CRISTINA SÁNCHEZ (Enviada especial de RNE)
Hablar de conflictos, de guerra, de violencia, significa hablar de muerte, de amputaciones, de discapacidades físicas. Pero dentro de las consecuencias que generan esos contextos hay una que permanece invisible a la mirada y a la atención mediática. Heridas olvidadas con efectos igualmente devastadores en forma de trastornos psicológicos. Secuelas que requieren también de una respuesta a través de proyectos específicos….
Médicos Sin Fronteras considera la salud mental como parte integral de la ayuda humanitaria.

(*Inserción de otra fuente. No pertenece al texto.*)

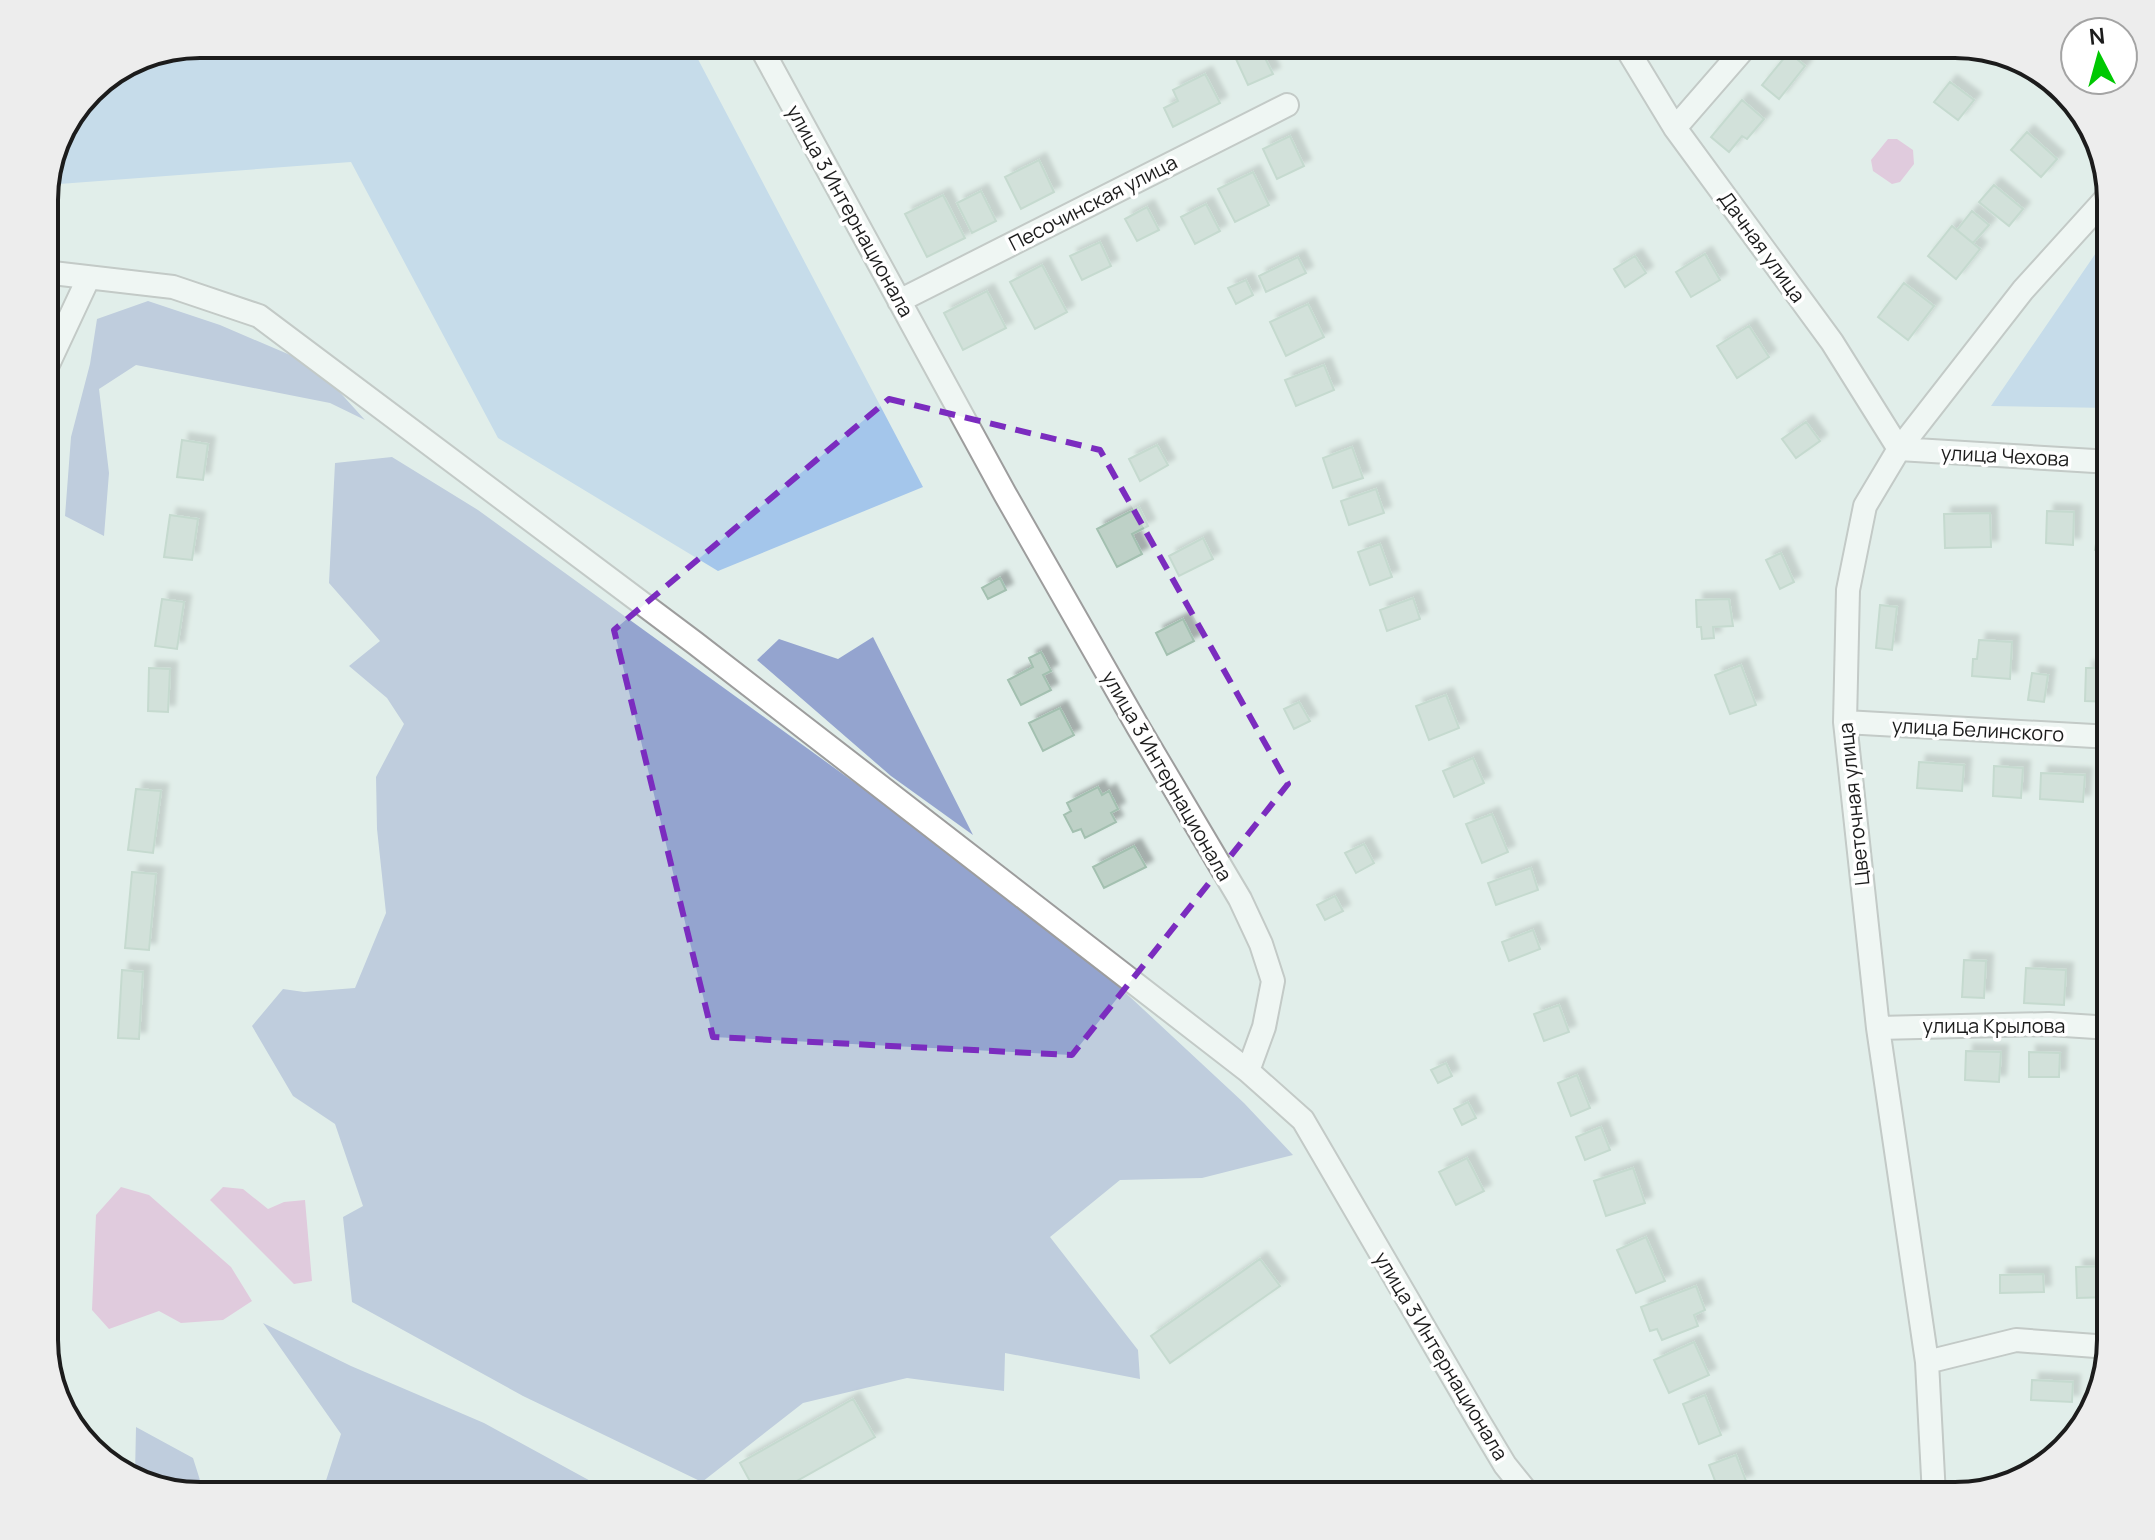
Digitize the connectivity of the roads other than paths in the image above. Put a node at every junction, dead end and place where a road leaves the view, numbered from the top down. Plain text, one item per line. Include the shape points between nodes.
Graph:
1 (767, 58) edge
2 (1632, 58) edge
3 (1736, 58) edge
4 (1287, 105) dead end
5 (1675, 128) junction
6 (2097, 208) edge
7 (58, 274) edge
8 (88, 279) junction
9 (899, 301) junction
10 (58, 343) edge
11 (1899, 449) junction
12 (2097, 461) edge
13 (1845, 722) junction
14 (2097, 736) edge
15 (2097, 1027) edge
16 (1878, 1028) junction
17 (1248, 1071) junction
18 (2097, 1346) edge
19 (1927, 1362) junction
20 (1519, 1482) edge
21 (1933, 1482) edge

1 - 9 street, улица 3 Интернационала
2 - 5 street, Дачная улица
3 - 5 street
4 - 9 street, Песочинская улица
5 - 11 street, Дачная улица via 1832,342
6 - 11 street, Цветочная улица via 2023,290
7 - 8 street
8 - 10 street
8 - 17 street via 173,287 259,316 695,643
9 - 17 street, улица 3 Интернационала via 1261,944 1273,981
11 - 12 street, улица Чехова
11 - 13 street, Цветочная улица via 1865,506 1848,590
13 - 14 street, улица Белинского
13 - 16 street, Цветочная улица
15 - 16 street, улица Крылова
16 - 19 street, Цветочная улица
17 - 20 street, улица 3 Интернационала via 1303,1120
18 - 19 street via 2016,1340
19 - 21 street, Цветочная улица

La organización, fundada en 1971, ofreció atención psicológica por primera vez en 1988, a las víctimas del terremoto de Spitak, en Armenia. Su primer programa específico lo abrió en Gaza en 1990 y, desde entonces, ha prestado ese tipo de asistencia en más de 40 zonas de todo el mundo. En 2016, por ejemplo, a casi 230.000 personas. Depresión, ansiedad y estrés postraumático son algunas de las patologías que presentan quienes han vivido experiencias de conflictos, catástrofes naturales, hambrunas, desplazamiento o epidemias. Situaciones que tienen un enorme impacto en la salud mental.